PROBLEM TO SOLVE: For the entries below, work out how many lines contain the string "middle" and write only the number.

*** MATERIAL FOR THE TASK Section Begins ***

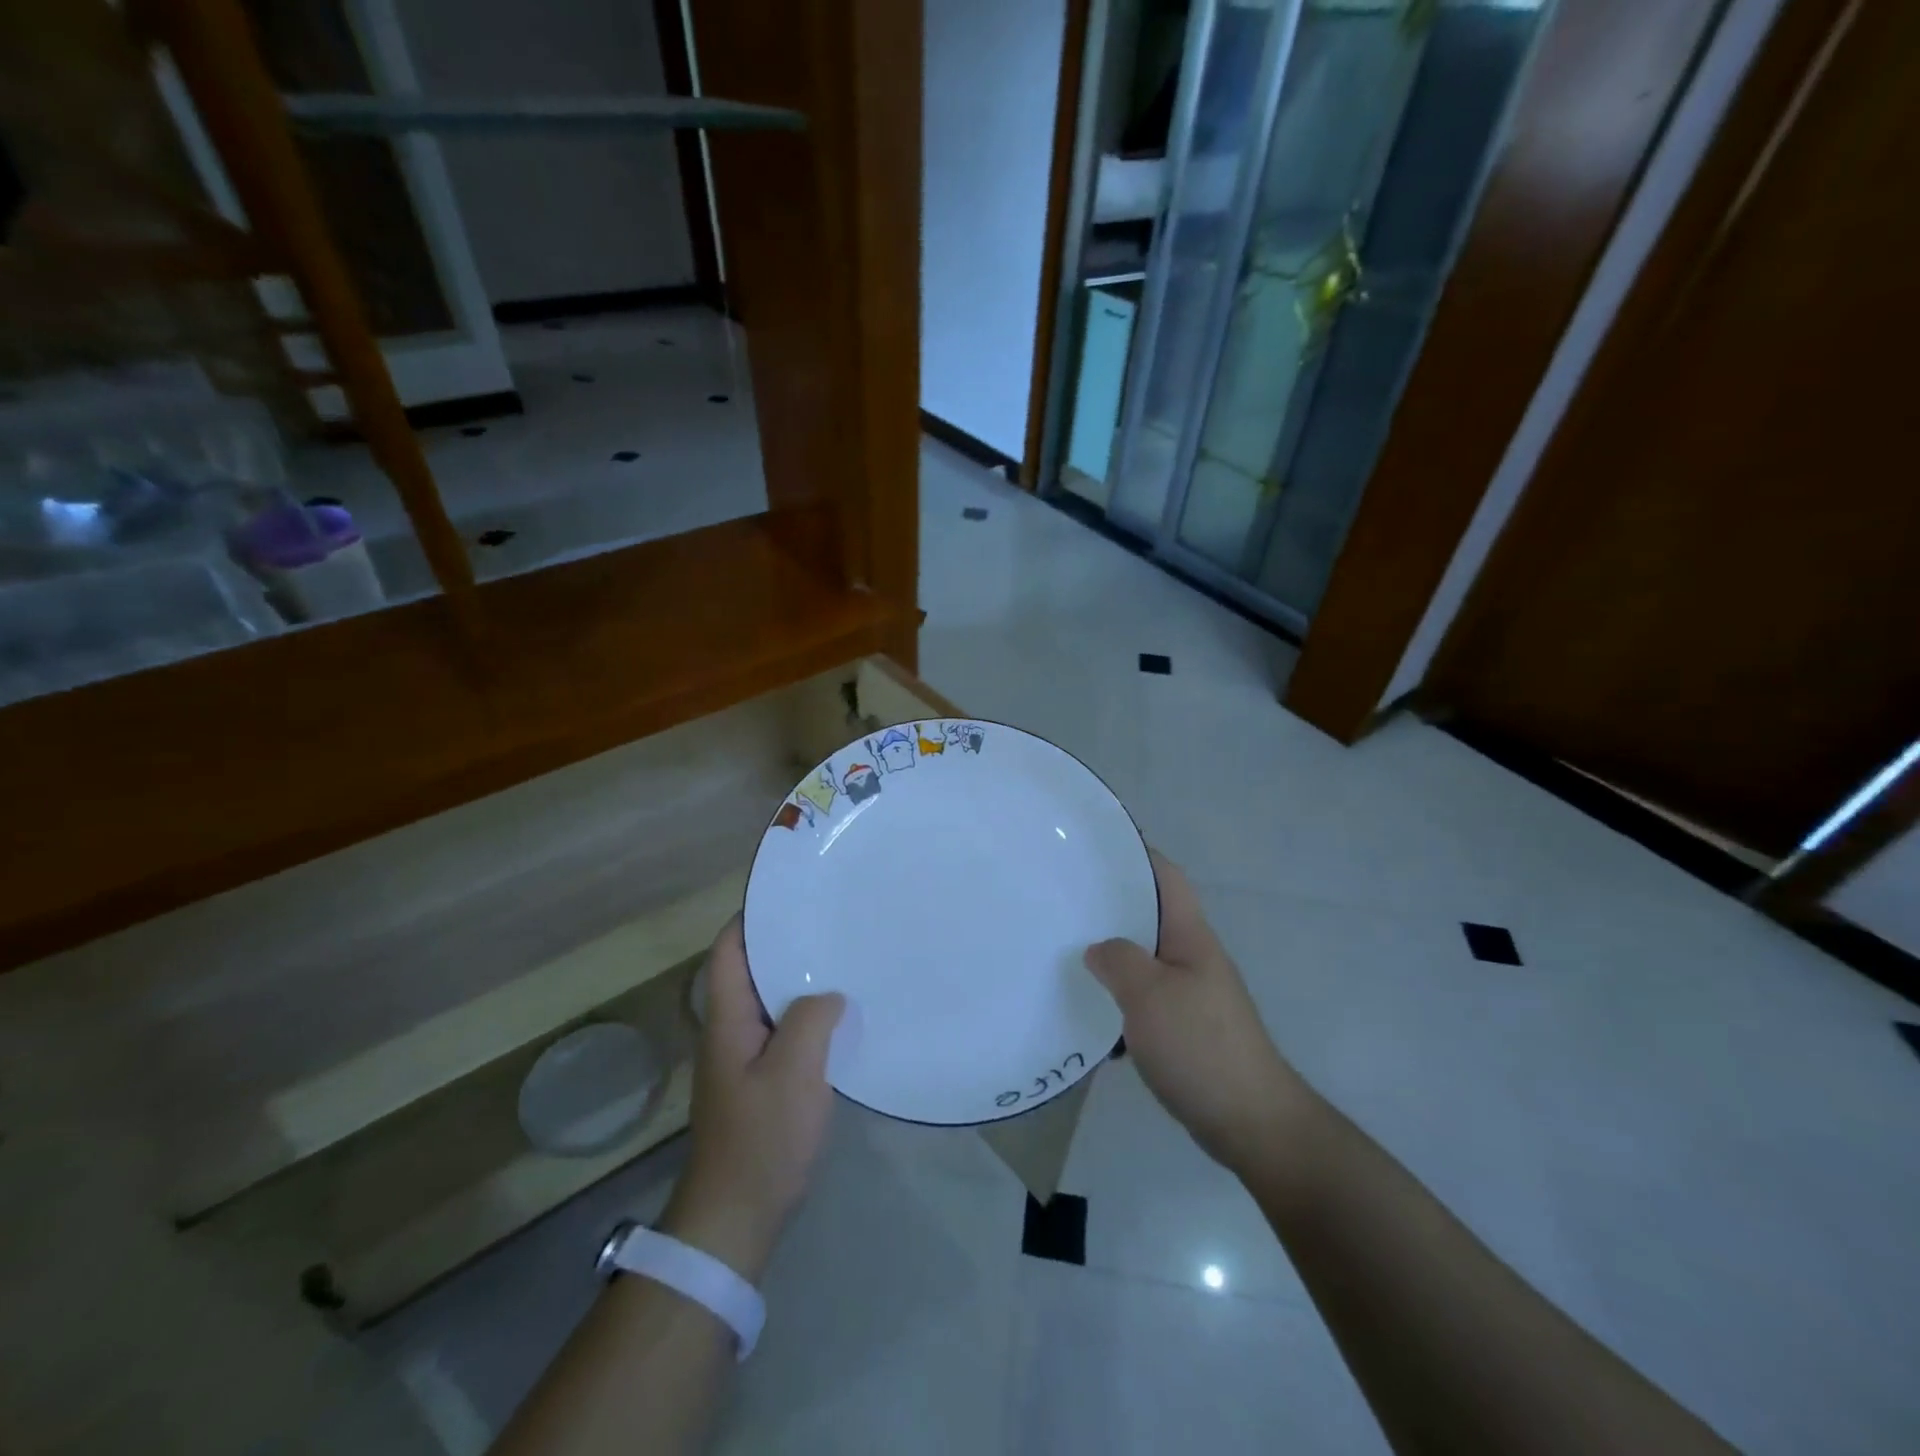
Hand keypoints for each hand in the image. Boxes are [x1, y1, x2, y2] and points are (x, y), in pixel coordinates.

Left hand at [661, 917, 843, 1281]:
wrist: (736, 1216)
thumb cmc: (761, 1137)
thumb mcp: (793, 1071)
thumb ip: (811, 1019)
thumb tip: (830, 995)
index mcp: (727, 1019)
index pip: (730, 951)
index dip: (751, 917)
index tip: (790, 894)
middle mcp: (730, 1030)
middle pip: (752, 971)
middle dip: (784, 943)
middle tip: (830, 919)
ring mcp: (744, 1058)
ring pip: (771, 1001)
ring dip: (799, 979)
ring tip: (842, 956)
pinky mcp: (761, 1081)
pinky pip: (784, 1031)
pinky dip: (807, 1014)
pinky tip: (840, 1014)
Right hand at [1085, 852, 1309, 1173]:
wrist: (1251, 1122)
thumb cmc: (1201, 1047)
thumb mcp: (1150, 995)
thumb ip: (1118, 960)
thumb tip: (1098, 949)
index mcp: (1190, 936)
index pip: (1166, 877)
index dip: (1137, 854)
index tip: (1096, 846)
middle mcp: (1193, 957)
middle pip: (1151, 916)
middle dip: (1111, 905)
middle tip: (1065, 898)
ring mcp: (1191, 994)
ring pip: (1144, 960)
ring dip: (1111, 955)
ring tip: (1066, 950)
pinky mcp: (1185, 1029)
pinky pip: (1144, 999)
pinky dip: (1118, 999)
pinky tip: (1088, 1011)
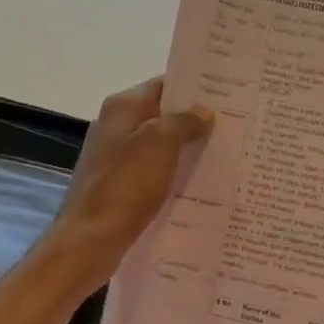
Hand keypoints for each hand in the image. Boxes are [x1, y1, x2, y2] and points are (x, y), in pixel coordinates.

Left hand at [43, 78, 212, 294]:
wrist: (91, 239)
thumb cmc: (126, 185)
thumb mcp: (160, 143)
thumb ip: (183, 121)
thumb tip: (202, 112)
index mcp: (122, 108)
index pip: (163, 85)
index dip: (194, 89)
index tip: (227, 96)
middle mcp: (115, 126)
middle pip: (161, 115)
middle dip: (193, 121)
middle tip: (232, 127)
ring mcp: (114, 158)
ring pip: (158, 145)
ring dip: (185, 149)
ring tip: (222, 154)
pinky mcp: (117, 186)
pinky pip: (151, 172)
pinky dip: (171, 174)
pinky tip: (196, 184)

*** MATERIAL FOR THE TASK Section Ends ***

REPLY TO THE TASK: 12